§ **PROBLEM REQUIREMENTS**
Return each line of the entries that mentions the word "Seri".

:: SUPPLIED DATA ::

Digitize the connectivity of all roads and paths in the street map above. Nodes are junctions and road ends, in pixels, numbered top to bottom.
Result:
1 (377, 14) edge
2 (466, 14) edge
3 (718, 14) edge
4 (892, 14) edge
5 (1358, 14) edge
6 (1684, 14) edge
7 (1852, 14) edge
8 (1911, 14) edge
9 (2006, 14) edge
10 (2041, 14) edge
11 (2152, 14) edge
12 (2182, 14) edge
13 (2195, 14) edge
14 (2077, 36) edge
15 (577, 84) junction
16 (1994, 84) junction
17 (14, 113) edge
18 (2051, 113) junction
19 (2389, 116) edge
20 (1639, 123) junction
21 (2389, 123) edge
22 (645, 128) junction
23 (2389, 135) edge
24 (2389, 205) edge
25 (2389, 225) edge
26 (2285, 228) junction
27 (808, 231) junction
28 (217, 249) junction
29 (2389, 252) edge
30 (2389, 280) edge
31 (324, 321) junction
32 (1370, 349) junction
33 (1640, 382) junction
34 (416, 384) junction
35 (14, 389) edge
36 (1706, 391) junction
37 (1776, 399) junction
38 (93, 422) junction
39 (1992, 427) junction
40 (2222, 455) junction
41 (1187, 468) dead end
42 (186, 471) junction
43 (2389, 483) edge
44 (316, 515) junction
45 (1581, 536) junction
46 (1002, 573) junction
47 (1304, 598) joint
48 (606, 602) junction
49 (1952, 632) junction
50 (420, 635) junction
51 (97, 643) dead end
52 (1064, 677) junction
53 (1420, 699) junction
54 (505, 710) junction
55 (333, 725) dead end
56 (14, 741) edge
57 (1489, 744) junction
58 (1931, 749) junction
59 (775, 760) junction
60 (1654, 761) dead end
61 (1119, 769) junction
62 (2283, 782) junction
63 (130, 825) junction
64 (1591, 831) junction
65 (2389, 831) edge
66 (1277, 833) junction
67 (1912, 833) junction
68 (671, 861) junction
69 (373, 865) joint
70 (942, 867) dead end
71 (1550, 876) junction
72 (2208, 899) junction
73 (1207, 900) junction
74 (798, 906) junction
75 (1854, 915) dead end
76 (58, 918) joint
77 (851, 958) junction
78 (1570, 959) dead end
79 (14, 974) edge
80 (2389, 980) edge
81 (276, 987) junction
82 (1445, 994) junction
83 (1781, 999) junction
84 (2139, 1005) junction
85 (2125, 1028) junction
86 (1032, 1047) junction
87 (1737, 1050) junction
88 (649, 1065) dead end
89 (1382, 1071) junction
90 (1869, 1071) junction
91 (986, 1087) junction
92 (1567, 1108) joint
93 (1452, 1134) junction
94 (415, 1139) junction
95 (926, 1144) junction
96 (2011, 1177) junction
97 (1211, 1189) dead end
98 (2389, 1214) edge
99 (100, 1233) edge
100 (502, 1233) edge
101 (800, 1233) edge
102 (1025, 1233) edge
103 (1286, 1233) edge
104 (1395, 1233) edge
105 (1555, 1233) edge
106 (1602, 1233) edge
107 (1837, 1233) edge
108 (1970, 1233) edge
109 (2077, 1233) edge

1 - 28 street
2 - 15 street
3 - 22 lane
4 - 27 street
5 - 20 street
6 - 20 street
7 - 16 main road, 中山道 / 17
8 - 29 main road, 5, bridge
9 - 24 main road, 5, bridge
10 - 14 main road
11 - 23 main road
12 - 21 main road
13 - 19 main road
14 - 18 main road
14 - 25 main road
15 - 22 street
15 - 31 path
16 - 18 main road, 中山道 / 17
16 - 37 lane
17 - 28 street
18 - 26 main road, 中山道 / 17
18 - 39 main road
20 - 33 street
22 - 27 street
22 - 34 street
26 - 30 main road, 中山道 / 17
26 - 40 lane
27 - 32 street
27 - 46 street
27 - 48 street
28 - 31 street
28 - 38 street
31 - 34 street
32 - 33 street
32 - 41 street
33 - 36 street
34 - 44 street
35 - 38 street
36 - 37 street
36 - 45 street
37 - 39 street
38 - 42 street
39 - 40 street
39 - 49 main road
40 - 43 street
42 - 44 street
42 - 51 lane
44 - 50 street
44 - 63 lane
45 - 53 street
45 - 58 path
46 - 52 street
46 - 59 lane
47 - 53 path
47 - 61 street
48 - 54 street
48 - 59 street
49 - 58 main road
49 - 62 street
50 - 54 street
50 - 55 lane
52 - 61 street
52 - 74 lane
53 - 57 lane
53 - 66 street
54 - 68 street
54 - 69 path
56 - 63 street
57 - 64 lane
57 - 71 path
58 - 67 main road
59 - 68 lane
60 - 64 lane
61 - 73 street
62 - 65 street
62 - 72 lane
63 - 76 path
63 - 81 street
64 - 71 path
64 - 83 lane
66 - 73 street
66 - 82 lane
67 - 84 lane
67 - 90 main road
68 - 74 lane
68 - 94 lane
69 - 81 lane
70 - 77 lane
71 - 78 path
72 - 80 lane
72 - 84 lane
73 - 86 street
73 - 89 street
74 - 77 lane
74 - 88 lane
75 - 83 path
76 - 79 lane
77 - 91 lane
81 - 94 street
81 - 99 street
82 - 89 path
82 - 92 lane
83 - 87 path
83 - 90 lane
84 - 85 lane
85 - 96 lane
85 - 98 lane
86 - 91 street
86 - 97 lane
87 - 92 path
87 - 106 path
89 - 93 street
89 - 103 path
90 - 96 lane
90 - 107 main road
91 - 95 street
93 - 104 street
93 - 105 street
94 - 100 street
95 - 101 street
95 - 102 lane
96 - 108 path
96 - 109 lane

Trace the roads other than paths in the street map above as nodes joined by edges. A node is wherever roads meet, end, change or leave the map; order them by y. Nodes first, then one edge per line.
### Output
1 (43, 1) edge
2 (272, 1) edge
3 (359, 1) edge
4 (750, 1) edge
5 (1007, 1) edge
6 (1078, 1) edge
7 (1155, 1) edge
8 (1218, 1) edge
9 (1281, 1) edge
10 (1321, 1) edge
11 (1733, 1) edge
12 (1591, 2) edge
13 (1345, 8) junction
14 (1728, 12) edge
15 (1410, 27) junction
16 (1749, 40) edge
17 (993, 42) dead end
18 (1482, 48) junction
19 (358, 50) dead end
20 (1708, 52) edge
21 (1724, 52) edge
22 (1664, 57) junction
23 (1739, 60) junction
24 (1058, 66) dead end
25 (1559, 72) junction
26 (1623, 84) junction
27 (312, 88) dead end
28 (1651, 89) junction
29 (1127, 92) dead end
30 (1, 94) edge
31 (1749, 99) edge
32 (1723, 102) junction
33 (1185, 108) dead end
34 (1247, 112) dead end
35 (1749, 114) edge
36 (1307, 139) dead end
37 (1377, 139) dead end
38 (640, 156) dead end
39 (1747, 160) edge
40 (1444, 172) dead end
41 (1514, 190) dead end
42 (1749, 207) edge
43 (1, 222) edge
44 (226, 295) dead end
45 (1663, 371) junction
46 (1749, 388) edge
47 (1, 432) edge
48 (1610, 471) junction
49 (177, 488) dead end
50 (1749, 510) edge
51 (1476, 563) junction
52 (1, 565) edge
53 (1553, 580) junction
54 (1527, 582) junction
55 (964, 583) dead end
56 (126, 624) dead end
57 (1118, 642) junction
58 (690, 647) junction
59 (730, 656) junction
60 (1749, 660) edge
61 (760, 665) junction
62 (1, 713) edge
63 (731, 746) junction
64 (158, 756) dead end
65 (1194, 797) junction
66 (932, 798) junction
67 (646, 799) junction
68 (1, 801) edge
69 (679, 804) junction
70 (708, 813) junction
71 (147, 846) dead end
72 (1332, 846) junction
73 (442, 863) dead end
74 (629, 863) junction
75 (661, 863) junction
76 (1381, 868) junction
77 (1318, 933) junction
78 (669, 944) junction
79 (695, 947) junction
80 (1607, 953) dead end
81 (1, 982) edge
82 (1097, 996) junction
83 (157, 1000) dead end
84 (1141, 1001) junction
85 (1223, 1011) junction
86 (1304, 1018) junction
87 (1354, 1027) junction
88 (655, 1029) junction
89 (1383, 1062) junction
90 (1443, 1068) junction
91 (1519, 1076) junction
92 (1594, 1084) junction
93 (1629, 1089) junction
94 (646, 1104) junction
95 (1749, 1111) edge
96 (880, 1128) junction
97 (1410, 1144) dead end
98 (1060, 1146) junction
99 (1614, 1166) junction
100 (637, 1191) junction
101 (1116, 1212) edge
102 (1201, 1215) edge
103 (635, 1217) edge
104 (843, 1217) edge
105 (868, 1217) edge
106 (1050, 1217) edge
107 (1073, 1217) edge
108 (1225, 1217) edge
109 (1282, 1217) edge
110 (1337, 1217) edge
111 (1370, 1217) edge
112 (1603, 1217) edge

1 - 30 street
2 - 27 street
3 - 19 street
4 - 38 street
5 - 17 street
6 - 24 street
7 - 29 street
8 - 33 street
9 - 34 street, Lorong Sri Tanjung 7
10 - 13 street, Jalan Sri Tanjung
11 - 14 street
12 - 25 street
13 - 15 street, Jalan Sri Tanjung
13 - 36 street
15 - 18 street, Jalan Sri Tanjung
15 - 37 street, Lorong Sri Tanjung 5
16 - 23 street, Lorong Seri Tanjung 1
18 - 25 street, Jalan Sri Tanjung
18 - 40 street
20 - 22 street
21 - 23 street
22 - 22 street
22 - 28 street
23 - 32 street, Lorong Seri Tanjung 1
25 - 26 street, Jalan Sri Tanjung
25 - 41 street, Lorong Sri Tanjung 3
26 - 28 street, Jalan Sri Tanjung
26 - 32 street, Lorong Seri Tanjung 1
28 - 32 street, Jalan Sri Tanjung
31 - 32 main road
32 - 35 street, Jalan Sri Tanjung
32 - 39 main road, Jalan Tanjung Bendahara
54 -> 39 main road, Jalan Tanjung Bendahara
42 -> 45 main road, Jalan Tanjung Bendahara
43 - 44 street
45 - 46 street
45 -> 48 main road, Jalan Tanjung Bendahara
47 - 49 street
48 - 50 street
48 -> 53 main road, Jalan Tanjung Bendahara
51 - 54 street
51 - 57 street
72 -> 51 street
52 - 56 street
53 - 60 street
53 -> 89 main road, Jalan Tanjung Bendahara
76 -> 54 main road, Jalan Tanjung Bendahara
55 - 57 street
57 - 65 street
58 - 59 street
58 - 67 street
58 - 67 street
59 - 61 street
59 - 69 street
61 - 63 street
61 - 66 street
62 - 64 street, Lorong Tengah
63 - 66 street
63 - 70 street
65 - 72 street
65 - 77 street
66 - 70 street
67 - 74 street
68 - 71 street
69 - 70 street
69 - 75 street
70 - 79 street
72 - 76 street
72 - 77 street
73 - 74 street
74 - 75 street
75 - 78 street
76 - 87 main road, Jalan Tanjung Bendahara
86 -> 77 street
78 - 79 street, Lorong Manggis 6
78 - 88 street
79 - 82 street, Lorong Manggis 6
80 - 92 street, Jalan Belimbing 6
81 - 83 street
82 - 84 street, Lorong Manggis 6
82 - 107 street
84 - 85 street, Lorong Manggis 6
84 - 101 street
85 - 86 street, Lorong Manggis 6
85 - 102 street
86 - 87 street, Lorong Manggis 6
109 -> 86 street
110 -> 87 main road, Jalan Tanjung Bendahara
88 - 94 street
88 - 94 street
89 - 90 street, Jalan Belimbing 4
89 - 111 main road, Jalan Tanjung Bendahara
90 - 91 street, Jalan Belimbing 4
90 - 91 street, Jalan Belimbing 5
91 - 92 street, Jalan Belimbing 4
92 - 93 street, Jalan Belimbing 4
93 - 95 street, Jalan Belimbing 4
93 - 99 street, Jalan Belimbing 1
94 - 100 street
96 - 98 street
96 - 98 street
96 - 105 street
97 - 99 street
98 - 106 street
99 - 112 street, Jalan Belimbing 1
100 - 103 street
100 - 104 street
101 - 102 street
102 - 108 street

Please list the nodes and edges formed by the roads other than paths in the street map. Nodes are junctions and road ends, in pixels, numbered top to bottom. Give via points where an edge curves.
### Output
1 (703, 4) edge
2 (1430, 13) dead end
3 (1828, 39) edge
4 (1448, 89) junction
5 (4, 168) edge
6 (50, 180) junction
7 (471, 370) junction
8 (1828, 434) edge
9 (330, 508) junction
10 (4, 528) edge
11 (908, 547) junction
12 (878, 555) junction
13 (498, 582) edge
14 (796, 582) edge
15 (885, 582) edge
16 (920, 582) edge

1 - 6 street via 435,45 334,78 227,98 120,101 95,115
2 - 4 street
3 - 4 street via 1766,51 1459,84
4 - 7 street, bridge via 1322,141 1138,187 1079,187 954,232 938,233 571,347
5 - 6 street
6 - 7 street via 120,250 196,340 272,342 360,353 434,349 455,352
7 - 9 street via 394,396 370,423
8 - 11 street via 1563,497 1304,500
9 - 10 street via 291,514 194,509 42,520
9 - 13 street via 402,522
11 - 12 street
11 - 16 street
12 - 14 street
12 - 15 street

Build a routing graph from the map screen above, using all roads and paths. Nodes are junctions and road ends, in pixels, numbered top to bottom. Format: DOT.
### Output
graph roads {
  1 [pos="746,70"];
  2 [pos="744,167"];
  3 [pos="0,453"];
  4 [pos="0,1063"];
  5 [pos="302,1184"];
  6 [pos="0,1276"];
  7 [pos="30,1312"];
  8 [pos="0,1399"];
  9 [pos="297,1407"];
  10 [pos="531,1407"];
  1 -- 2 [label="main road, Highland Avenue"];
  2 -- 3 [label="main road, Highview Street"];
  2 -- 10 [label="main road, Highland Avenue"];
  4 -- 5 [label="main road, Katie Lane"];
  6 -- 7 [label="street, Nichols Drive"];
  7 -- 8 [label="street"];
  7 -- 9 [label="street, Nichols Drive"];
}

:::

§ **TASK RESULT**
16 - 23 street, Lorong Seri Tanjung 1
23 - 32 street, Lorong Seri Tanjung 1
26 - 32 street, Lorong Seri Tanjung 1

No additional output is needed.